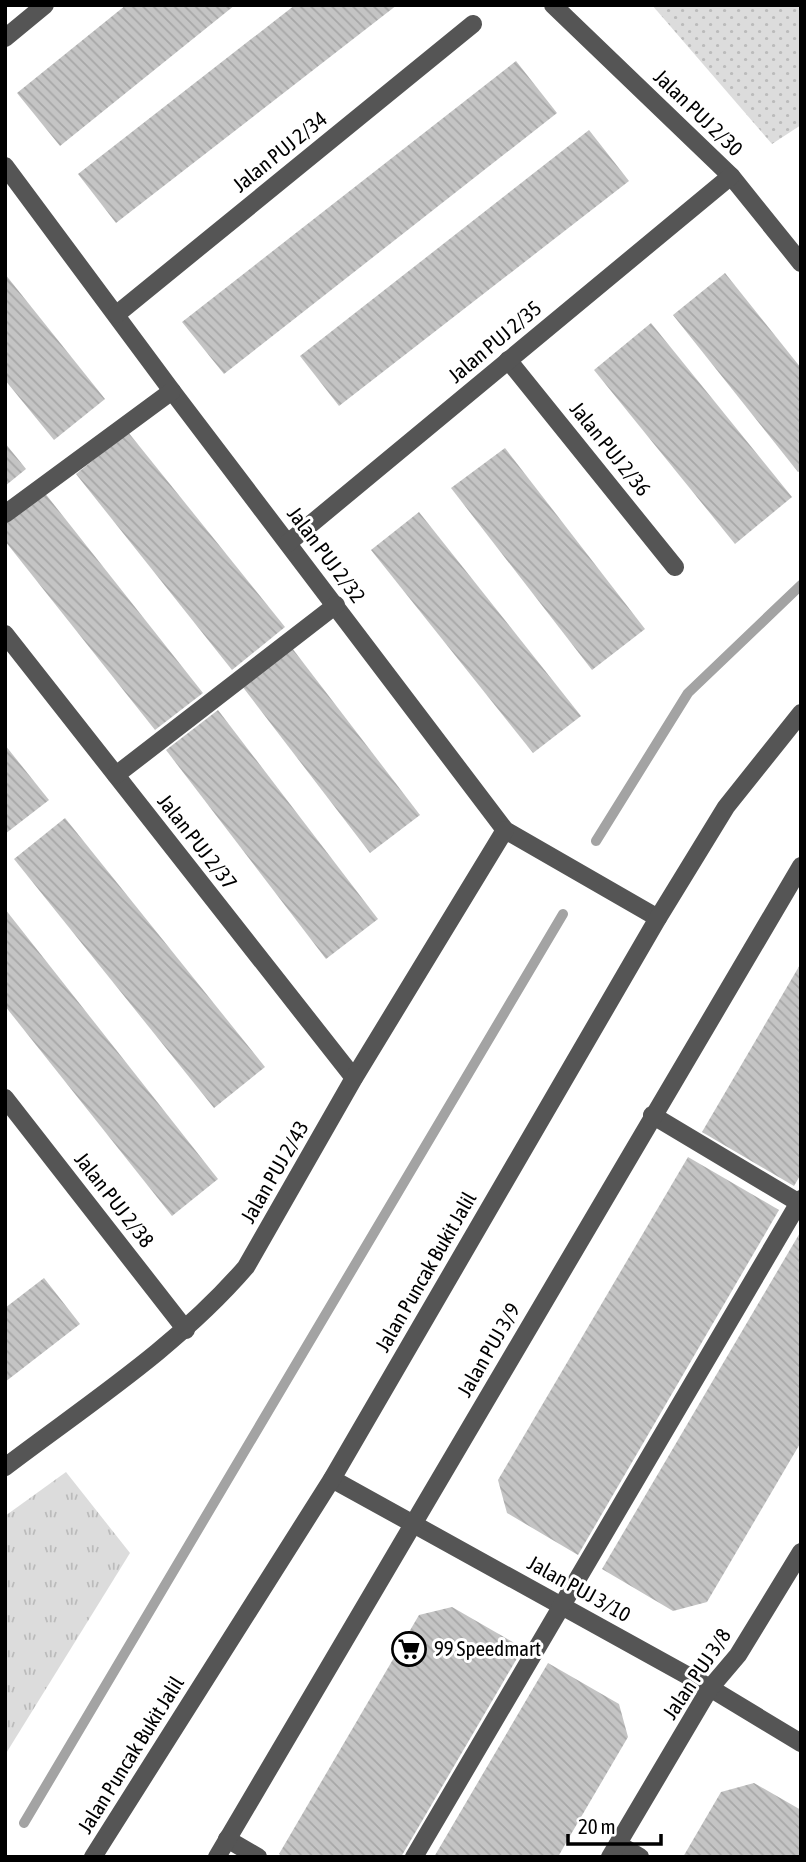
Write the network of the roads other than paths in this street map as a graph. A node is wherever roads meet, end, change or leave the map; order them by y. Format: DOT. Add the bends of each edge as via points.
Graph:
graph roads {
  1 [pos="45,5"];
  2 [pos="553,5"];
  3 [pos="473,24"];
  4 [pos="5,38"];
  5 [pos="5,166"];
  6 [pos="731,176"];
  7 [pos="801,263"];
  8 [pos="117,314"];
  9 [pos="508,360"];
  10 [pos="172,391"];
  11 [pos="5,514"];
  12 [pos="288,543"];
  13 [pos="675,567"];
  14 [pos="336,605"];
  15 [pos="5,634"];
  16 [pos="801,713"];
  17 [pos="116,775"];
  18 [pos="505,830"];
  19 [pos="801,866"];
  20 [pos="658,918"];
  21 [pos="354,1078"];
  22 [pos="8,1105"];
  23 [pos="652,1115"];
  24 [pos="800,1202"];
  25 [pos="186,1330"];
  26 [pos="5,1467"];
  27 [pos="332,1479"];
  28 [pos="415,1524"];
  29 [pos="801,1552"];
  30 [pos="561,1606"];
  31 [pos="710,1688"];
  32 [pos="801,1743"];
  33 [pos="227,1839"];
  34 [pos="614,1850"];
  35 [pos="93,1857"];
  36 [pos="217,1857"];
  37 [pos="258,1857"];
  38 [pos="414,1857"];
  39 [pos="640,1857"];
  1 -- 4 [label="street"];
  2 -- 6 [label="street, Jalan PUJ 2/30"];
  3 -- 8 [label="street, Jalan PUJ 2/34"];
  5 -- 8 [label="street, Jalan PUJ 2/32"];
  6 -- 7 [label="street, Jalan PUJ 2/30"];
  6 -- 9 [label="street, Jalan PUJ 2/35"];
  8 -- 10 [label="street, Jalan PUJ 2/32"];
  9 -- 12 [label="street, Jalan PUJ 2/35"];
  9 -- 13 [label="street, Jalan PUJ 2/36"];
  10 -- 11 [label="street"];
  10 -- 12 [label="street, Jalan PUJ 2/32"];
  12 -- 14 [label="street, Jalan PUJ 2/32"];
  14 -- 17 [label="street"];
  14 -- 18 [label="street, Jalan PUJ 2/32"];
  15 -- 17 [label="street, Jalan PUJ 2/37"];
  16 -- 20 [label="street, Jalan Puncak Bukit Jalil" via="726,807"];
  17 -- 21 [label="street, Jalan PUJ 2/37"];
  18 -- 20 [label="street, Jalan PUJ 2/32"];
  18 -- 21 [label="street, Jalan PUJ 2/43"];
  19 -- 23 [label="street, Jalan PUJ 3/9"];
  20 -- 27 [label="street, Jalan Puncak Bukit Jalil"];
  21 -- 25 [label="street, Jalan PUJ 2/43" via="246,1267"];
  22 -- 25 [label="street, Jalan PUJ 2/38"];
  23 -- 24 [label="street"];
  23 -- 28 [label="street, Jalan PUJ 3/9"];
  24 -- 30 [label="street"];
  25 -- 26 [label="street, Jalan PUJ 2/43"];
  27 -- 28 [label="street, Jalan PUJ 3/10"];
  27 -- 35 [label="street, Jalan Puncak Bukit Jalil"];
  28 -- 30 [label="street, Jalan PUJ 3/10"];
  28 -- 33 [label="street, Jalan PUJ 3/9"];
  29 -- 31 [label="street, Jalan PUJ 3/8" via="738,1656"];
  30 -- 31 [label="street, Jalan PUJ 3/10"];
  30 -- 38 [label="street"];
  31 -- 32 [label="street, Jalan PUJ 3/10"];
  31 -- 34 [label="street, Jalan PUJ 3/8"];
  33 -- 36 [label="street, Jalan PUJ 3/9"];
  33 -- 37 [label="street"];
  34 -- 39 [label="street"];
}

====================

• _TASK TO COMPLETE_
How many lines of the listing above hold "Jalil"? Answer with the number alone.

• _RESPONSE TO THE EXERCISE_
3